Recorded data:
━━━━━━━━━━

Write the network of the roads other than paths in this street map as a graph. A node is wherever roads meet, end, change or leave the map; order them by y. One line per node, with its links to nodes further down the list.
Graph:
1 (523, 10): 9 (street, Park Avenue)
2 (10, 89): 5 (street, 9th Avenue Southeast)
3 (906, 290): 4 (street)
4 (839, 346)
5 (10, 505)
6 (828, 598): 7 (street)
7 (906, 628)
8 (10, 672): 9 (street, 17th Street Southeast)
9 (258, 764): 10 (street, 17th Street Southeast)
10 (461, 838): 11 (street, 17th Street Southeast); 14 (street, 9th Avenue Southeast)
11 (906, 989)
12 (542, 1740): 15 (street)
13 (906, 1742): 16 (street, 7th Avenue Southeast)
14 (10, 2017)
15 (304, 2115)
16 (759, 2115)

━━━━━━━━━━

• **Exercise description**
Restate every entry exactly. Leave nothing out.

• **Answer**
Write the network of the roads other than paths in this street map as a graph. A node is wherever roads meet, end, change or leave the map; order them by y. One line per node, with its links to nodes further down the list.
Graph:
1 (523, 10): 9 (street, Park Avenue)
2 (10, 89): 5 (street, 9th Avenue Southeast)
3 (906, 290): 4 (street)
4 (839, 346)
5 (10, 505)
6 (828, 598): 7 (street)
7 (906, 628)
8 (10, 672): 9 (street, 17th Street Southeast)
9 (258, 764): 10 (street, 17th Street Southeast)
10 (461, 838): 11 (street, 17th Street Southeast); 14 (street, 9th Avenue Southeast)
11 (906, 989)
12 (542, 1740): 15 (street)
13 (906, 1742): 16 (street, 7th Avenue Southeast)
14 (10, 2017)
15 (304, 2115)
16 (759, 2115)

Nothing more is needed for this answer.